Work to complete: With nothing added or dropped, output every record below exactly.

Available data:
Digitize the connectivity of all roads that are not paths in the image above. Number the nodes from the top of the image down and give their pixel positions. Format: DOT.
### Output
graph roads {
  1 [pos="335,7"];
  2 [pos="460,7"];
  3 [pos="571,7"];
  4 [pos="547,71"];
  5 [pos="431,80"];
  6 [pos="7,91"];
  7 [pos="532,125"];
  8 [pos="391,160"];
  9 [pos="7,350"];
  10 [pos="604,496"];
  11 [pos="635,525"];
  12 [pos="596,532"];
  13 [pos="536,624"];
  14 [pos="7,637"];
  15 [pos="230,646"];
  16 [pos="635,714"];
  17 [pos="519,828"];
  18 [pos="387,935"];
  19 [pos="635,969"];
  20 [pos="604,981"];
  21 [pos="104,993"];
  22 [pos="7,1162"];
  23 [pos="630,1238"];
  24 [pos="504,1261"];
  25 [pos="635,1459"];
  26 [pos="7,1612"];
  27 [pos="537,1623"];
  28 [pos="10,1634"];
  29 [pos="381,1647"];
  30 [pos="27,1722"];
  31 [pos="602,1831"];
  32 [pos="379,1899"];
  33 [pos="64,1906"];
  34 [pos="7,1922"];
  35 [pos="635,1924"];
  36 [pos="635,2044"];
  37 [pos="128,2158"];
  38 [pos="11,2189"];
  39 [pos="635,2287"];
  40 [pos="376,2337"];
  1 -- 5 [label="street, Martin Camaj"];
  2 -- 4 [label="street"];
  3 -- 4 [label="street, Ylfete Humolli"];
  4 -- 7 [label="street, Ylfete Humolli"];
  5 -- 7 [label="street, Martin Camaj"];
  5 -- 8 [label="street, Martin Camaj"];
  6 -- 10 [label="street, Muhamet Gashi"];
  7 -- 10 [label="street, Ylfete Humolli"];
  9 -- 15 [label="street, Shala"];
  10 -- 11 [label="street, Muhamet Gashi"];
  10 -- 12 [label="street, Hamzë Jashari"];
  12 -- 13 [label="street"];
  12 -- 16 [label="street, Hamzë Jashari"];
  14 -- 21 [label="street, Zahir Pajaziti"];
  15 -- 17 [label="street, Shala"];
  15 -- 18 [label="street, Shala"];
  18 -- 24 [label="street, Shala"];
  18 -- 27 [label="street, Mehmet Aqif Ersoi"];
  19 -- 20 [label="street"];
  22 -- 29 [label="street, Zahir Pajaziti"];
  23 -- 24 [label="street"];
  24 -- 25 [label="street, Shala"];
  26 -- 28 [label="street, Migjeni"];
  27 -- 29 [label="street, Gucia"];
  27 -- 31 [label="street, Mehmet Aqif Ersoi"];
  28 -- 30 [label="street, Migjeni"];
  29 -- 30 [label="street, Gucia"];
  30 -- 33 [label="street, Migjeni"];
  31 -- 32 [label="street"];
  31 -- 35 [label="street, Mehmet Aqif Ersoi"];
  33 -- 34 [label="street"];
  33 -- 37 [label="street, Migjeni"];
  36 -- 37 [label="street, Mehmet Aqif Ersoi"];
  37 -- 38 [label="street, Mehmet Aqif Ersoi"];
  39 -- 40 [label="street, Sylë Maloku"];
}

Exercise answer:
Digitize the connectivity of all roads that are not paths in the image above. Number the nodes from the top of the image down and give their pixel positions. Format: DOT.
### Output
graph roads {
  1 [pos="335,7"];
  2 [pos="460,7"];
  3 [pos="571,7"];
  4 [pos="547,71"];
  5 [pos="431,80"];
  6 [pos="7,91"];
  7 [pos="532,125"];
  8 [pos="391,160"];
  9 [pos="7,350"];
  10 [pos="604,496"];
  11 [pos="635,525"];
  12 [pos="596,532"];
  13 [pos="536,624"];
  14 [pos="7,637"];
  15 [pos="230,646"];
  16 [pos="635,714"];
  17 [pos="519,828"];
  18 [pos="387,935"];
  19 [pos="635,969"];
  20 [pos="604,981"];
  21 [pos="104,993"];
  22 [pos="7,1162"];
  23 [pos="630,1238"];
  24 [pos="504,1261"];
  25 [pos="635,1459"];
  26 [pos="7,1612"];
  27 [pos="537,1623"];
  28 [pos="10,1634"];
  29 [pos="381,1647"];
  30 [pos="27,1722"];
  31 [pos="602,1831"];
  32 [pos="379,1899"];
  33 [pos="64,1906"];
  34 [pos="7,1922"];
  35 [pos="635,1924"];
  36 [pos="635,2044"];
  37 [pos="128,2158"];
  38 [pos="11,2189"];
  39 [pos="635,2287"];
  40 [pos="376,2337"];
  1 -- 5 [label="street, Martin Camaj"];
  2 -- 4 [label="street"];
  3 -- 4 [label="street, Ylfete Humolli"];
  4 -- 7 [label="street, Ylfete Humolli"];
  5 -- 7 [label="street, Martin Camaj"];
  5 -- 8 [label="street, Martin Camaj"];
  6 -- 10 [label="street, Muhamet Gashi"];
  7 -- 10 [label="street, Ylfete Humolli"];
  9 -- 15 [label="street, Shala"];
  10 -- 11 [label="street, Muhamet Gashi"];
  10 -- 12 [label="street, Hamzë Jashari"];
  12 -- 13 [label="street"];
  12 -- 16 [label="street, Hamzë Jashari"];
  14 -- 21 [label="street, Zahir Pajaziti"];
  15 -- 17 [label="street, Shala"];
  15 -- 18 [label="street, Shala"];
  18 -- 24 [label="street, Shala"];
  18 -- 27 [label="street, Mehmet Aqif Ersoi"];
  19 -- 20 [label="street"];
  22 -- 29 [label="street, Zahir Pajaziti"];
  23 -- 24 [label="street"];
  24 -- 25 [label="street, Shala"];
  26 -- 28 [label="street, Migjeni"];
  27 -- 29 [label="street, Gucia"];
  27 -- 31 [label="street, Mehmet Aqif Ersoi"];
  28 -- 30 [label="street, Migjeni"];
  29 -- 30 [label="street, Gucia"];
  30 -- 33 [label="street, Migjeni"];
  31 -- 32 [label="street"];
  31 -- 35 [label="street, Mehmet Aqif Ersoi"];
  33 -- 34 [label="street"];
  33 -- 37 [label="street, Migjeni"];
  36 -- 37 [label="street, Mehmet Aqif Ersoi"];
  37 -- 38 [label="street, Mehmet Aqif Ersoi"];
  39 -- 40 [label="street, Sylë Maloku"];
}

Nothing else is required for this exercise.